━━ INFORMATION ━━
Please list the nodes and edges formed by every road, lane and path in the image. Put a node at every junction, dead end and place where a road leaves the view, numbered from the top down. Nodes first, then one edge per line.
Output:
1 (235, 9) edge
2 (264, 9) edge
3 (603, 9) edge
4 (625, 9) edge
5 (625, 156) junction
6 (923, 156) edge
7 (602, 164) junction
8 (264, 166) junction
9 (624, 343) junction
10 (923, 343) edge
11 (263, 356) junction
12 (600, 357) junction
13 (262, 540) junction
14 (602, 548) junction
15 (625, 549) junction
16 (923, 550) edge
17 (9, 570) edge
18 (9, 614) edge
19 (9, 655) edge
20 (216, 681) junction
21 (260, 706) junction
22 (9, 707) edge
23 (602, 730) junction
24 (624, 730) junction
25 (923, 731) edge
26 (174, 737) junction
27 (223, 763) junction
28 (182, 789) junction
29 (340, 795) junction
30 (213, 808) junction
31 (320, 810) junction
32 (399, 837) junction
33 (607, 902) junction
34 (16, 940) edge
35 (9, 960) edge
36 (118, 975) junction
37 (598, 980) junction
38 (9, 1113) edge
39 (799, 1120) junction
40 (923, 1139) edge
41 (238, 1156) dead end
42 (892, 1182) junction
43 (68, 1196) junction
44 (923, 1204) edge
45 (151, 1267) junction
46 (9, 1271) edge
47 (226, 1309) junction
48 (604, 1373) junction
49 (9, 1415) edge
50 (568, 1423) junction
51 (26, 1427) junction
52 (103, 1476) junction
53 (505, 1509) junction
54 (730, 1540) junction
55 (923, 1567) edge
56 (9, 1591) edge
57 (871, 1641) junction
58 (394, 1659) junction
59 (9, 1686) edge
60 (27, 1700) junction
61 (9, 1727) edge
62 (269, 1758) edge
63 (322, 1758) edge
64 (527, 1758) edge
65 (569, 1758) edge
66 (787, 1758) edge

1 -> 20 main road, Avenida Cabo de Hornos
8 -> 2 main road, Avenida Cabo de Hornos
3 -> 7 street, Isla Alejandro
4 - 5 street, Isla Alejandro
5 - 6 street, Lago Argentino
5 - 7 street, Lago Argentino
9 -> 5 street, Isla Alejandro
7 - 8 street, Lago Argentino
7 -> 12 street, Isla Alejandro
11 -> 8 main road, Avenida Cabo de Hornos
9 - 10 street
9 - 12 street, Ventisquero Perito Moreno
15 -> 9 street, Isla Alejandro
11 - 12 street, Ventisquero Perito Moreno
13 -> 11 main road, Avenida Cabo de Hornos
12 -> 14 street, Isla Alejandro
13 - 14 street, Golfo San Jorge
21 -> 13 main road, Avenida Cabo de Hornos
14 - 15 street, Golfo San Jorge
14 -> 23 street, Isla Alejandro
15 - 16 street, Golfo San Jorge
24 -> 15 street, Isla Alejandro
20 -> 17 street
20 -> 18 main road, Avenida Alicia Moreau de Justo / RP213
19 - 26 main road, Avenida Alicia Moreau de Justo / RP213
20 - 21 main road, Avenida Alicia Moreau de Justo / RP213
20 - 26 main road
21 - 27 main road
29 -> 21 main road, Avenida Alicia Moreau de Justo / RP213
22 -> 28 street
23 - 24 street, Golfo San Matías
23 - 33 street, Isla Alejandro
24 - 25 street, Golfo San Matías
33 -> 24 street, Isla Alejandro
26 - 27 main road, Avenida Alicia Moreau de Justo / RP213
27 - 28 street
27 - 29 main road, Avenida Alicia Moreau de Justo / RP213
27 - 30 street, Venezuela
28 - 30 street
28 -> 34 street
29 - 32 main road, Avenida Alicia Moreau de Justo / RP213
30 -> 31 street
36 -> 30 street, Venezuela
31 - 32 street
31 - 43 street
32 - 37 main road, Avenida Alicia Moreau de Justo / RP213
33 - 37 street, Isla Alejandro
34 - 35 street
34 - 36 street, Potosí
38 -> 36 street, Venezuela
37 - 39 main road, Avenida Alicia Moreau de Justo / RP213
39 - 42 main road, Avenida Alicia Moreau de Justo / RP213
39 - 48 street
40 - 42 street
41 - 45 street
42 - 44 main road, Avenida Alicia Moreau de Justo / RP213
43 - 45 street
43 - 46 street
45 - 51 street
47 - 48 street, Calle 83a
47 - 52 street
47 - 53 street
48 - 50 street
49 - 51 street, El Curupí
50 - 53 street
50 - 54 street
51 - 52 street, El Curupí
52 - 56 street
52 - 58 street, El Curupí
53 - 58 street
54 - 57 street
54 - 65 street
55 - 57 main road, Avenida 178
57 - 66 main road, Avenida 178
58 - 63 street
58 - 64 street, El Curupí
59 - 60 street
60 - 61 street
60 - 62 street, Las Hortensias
━━━
**YOUR TASK**
Return the whole listing exactly, with every line included.

**ANSWER SECTION**
Please list the nodes and edges formed by every road, lane and path in the image. Put a node at every junction, dead end and place where a road leaves the view, numbered from the top down. Nodes first, then one edge per line.
Output:
1 (235, 9) edge
2 (264, 9) edge
3 (603, 9) edge
4 (625, 9) edge
5 (625, 156) junction
6 (923, 156) edge
7 (602, 164) junction
8 (264, 166) junction
9 (624, 343) junction
10 (923, 343) edge
11 (263, 356) junction
12 (600, 357) junction
13 (262, 540) junction
14 (602, 548) junction
15 (625, 549) junction
16 (923, 550) edge
17 (9, 570) edge
18 (9, 614) edge
19 (9, 655) edge
20 (216, 681) junction
21 (260, 706) junction
22 (9, 707) edge
23 (602, 730) junction
24 (624, 730) junction
25 (923, 731) edge
26 (174, 737) junction
27 (223, 763) junction
28 (182, 789) junction
29 (340, 795) junction
30 (213, 808) junction
31 (320, 810) junction
32 (399, 837) junction
33 (607, 902) junction
34 (16, 940) edge
35 (9, 960) edge
36 (118, 975) junction
37 (598, 980) junction
38 (9, 1113) edge
39 (799, 1120) junction
40 (923, 1139) edge
41 (238, 1156) dead end
42 (892, 1182) junction
43 (68, 1196) junction
44 (923, 1204) edge
45 (151, 1267) junction
46 (9, 1271) edge
47 (226, 1309) junction
48 (604, 1373) junction
49 (9, 1415) edge
50 (568, 1423) junction
51 (26, 1427) junction
52 (103, 1476) junction
53 (505, 1509) junction
54 (730, 1540) junction
55 (923, 1567) edge
56 (9, 1591) edge
57 (871, 1641) junction
58 (394, 1659) junction
59 (9, 1686) edge
60 (27, 1700) junction
61 (9, 1727) edge
62 (269, 1758) edge
63 (322, 1758) edge
64 (527, 1758) edge
65 (569, 1758) edge
66 (787, 1758) edge

1 -> 20 main road, Avenida Cabo de Hornos
8 -> 2 main road, Avenida Cabo de Hornos
3 -> 7 street, Isla Alejandro
4 - 5 street, Isla Alejandro
5 - 6 street, Lago Argentino
5 - 7 street, Lago Argentino
9 -> 5 street, Isla Alejandro
7 - 8 street, Lago Argentino
7 -> 12 street, Isla Alejandro
11 -> 8 main road, Avenida Cabo de Hornos
9 - 10 street
9 - 12 street, Ventisquero Perito Moreno
15 -> 9 street, Isla Alejandro
11 - 12 street, Ventisquero Perito Moreno
13 -> 11 main road, Avenida Cabo de Hornos
12 -> 14 street, Isla Alejandro
13 - 14 street, Golfo San Jorge
21 -> 13 main road, Avenida Cabo de Hornos
14 - 15 street, Golfo San Jorge
14 -> 23 street, Isla Alejandro
15 - 16 street, Golfo San Jorge
24 -> 15 street, Isla Alejandro
20 -> 17 street
20 -> 18 main road, Avenida Alicia Moreau de Justo / RP213
19 - 26 main road, Avenida Alicia Moreau de Justo / RP213
20 - 21 main road, Avenida Alicia Moreau de Justo / RP213
20 - 26 main road
21 - 27 main road
29 -> 21 main road, Avenida Alicia Moreau de Justo / RP213
22 -> 28 street
23 - 24 street, Golfo San Matías
23 - 33 street, Isla Alejandro
24 - 25 street, Golfo San Matías
33 -> 24 street, Isla Alejandro
26 - 27 main road, Avenida Alicia Moreau de Justo / RP213
27 - 28 street
27 - 29 main road, Avenida Alicia Moreau de Justo / RP213
27 - 30 street, Venezuela
28 - 30 street
28 -> 34 street
29 - 32 main road, Avenida Alicia Moreau de Justo / RP213
30 -> 31 street
36 -> 30 street, Venezuela
31 - 32 street
31 - 43 street
32 - 37 main road, Avenida Alicia Moreau de Justo / RP213
33 - 37 street, Isla Alejandro
34 - 35 street
34 - 36 street, Potosí
38 -> 36 street, Venezuela
37 - 39 main road, Avenida Alicia Moreau de Justo / RP213
39 - 42 main road, Avenida Alicia Moreau de Justo / RP213
39 - 48 street
40 - 42 street
41 - 45 street
42 - 44 main road, Avenida Alicia Moreau de Justo / RP213
43 - 45 street
43 - 46 street
45 - 51 street
47 - 48 street, Calle 83a
47 - 52 street
47 - 53 street
48 - 50 street
49 - 51 street, El Curupí
50 - 53 street
50 - 54 street
51 - 52 street, El Curupí
52 - 56 street
52 - 58 street, El Curupí
53 - 58 street
54 - 57 street
54 - 65 street
55 - 57 main road, Avenida 178
57 - 66 main road, Avenida 178
58 - 63 street
58 - 64 street, El Curupí
59 - 60 street
60 - 61 street
60 - 62 street, Las Hortensias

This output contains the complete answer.